(AIM OF THE EXERCISE) For the word "lane", count the lines of the data that include it and give only the total.

==================================================

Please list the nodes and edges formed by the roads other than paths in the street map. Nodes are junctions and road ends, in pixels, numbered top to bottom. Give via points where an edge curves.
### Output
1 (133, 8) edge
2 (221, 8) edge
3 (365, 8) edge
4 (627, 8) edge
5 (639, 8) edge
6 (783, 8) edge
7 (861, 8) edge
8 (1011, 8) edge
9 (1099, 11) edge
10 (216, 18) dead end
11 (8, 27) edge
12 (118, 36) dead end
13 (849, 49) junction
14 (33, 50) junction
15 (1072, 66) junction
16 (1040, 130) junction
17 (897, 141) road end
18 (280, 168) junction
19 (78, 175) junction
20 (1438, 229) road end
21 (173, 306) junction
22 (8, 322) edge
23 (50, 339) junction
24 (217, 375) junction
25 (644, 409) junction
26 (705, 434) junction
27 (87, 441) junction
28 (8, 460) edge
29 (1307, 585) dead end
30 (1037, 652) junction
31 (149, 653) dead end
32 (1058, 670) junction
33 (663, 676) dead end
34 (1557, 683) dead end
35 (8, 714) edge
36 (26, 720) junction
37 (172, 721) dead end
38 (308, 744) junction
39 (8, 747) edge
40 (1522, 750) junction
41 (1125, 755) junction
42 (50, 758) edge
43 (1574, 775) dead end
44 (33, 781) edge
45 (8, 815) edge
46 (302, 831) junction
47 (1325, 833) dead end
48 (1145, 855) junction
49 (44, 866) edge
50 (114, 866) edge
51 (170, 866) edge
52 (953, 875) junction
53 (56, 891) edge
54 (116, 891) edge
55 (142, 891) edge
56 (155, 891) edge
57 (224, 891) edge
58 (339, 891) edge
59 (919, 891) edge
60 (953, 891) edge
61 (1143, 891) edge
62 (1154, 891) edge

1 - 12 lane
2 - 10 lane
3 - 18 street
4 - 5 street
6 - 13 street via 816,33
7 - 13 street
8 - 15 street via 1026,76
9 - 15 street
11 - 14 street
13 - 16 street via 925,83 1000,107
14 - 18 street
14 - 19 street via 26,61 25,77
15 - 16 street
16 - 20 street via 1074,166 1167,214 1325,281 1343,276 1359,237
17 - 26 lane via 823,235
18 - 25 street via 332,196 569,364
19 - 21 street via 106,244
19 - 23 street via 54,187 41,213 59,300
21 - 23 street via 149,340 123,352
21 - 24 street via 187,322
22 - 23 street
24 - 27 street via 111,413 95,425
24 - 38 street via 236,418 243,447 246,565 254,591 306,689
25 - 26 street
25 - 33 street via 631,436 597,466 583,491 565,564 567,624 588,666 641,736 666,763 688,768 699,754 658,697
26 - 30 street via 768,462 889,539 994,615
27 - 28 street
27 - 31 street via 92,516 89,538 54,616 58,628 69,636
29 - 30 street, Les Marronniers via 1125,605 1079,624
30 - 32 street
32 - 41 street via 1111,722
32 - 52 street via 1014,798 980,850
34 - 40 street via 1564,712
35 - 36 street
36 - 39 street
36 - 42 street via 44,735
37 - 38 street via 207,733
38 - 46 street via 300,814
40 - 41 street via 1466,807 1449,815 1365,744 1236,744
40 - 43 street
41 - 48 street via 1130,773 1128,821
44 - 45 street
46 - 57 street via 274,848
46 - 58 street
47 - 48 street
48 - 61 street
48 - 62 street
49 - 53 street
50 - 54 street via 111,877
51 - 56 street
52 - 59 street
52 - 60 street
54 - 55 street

==================================================

(RESPONSE TO THE TASK) 3